TASK -> The answer should be one number only, namely how many lines of the records hold the word "roads".

[Start of section]

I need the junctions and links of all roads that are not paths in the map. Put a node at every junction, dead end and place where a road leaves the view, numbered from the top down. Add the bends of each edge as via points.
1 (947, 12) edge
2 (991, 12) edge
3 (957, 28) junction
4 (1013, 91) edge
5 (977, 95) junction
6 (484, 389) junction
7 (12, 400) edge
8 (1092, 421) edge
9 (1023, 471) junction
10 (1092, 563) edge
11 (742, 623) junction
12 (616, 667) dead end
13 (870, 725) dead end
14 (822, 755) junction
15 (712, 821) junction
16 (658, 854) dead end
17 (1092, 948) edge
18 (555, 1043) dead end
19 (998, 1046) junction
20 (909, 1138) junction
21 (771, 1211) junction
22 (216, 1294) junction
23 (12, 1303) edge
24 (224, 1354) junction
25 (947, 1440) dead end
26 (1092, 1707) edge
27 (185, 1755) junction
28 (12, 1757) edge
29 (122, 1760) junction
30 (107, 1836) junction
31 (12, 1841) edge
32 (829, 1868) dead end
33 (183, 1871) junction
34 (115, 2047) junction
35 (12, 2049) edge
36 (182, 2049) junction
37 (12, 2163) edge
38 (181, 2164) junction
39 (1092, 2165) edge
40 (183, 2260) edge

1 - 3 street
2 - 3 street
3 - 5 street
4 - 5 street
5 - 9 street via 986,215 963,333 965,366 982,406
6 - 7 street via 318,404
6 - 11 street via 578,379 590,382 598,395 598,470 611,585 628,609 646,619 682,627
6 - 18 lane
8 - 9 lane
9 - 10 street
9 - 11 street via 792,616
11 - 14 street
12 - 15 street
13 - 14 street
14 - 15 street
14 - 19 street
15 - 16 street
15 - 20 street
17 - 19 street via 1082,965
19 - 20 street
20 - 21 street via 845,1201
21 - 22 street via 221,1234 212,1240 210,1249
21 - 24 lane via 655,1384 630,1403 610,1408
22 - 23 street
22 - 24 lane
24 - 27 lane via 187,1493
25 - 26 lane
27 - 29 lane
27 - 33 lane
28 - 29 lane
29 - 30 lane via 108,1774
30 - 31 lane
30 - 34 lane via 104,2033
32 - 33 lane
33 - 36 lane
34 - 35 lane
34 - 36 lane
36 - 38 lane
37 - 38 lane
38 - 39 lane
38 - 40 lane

[End of section]
[Start of section]

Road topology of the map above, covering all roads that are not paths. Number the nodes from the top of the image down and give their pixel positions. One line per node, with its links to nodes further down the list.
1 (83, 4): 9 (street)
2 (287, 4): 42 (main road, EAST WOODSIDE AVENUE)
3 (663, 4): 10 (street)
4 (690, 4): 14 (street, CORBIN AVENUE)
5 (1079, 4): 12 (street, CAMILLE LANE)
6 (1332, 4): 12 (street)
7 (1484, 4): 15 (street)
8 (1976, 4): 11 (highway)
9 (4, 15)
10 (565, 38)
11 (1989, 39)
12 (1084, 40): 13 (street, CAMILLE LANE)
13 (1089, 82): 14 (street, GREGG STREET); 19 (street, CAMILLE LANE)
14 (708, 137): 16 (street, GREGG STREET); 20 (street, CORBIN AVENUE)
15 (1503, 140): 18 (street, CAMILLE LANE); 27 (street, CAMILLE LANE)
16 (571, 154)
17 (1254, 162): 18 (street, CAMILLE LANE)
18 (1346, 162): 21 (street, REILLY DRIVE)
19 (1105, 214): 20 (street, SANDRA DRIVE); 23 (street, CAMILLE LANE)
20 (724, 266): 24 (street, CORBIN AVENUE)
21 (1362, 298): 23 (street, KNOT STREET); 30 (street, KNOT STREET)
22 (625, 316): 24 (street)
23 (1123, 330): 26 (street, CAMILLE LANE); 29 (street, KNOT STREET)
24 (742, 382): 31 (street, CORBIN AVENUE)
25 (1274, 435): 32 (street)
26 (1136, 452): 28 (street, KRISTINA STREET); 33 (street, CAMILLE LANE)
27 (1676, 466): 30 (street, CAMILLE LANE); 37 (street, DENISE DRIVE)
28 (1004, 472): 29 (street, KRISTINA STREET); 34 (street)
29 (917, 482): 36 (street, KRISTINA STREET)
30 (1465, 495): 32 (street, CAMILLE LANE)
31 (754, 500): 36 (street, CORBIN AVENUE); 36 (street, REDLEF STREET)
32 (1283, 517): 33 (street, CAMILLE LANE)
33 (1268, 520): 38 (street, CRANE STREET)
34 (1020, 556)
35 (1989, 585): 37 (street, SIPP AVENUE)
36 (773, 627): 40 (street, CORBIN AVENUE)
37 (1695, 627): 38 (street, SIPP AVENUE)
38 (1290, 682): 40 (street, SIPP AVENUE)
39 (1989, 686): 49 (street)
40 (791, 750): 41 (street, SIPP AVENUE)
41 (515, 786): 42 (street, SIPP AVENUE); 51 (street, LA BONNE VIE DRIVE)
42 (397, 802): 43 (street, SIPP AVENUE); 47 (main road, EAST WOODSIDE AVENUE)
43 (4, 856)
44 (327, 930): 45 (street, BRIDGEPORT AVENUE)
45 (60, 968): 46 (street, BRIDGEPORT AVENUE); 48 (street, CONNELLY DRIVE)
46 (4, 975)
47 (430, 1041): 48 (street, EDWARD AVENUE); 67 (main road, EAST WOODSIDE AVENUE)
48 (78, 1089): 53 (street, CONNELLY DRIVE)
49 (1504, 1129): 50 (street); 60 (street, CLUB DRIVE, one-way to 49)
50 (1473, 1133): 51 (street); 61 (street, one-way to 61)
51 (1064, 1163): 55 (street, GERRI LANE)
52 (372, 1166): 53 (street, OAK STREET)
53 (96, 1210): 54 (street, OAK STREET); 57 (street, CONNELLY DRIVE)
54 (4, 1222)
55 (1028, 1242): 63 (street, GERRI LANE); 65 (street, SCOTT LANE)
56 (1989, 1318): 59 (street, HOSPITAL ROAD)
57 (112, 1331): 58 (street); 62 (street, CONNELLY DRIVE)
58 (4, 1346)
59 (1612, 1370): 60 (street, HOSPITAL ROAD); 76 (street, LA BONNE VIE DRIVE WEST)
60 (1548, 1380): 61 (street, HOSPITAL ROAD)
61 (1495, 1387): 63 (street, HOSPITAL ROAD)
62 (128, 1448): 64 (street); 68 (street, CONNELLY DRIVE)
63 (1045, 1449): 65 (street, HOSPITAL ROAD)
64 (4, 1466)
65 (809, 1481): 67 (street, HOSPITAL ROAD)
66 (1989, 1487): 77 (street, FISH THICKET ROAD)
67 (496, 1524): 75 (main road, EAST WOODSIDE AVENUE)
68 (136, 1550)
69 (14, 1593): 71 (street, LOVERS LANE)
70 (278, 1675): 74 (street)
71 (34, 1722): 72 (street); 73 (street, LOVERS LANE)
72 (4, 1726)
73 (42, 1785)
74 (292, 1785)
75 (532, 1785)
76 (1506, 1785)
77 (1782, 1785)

[End of section]

TASK ANSWER -> 2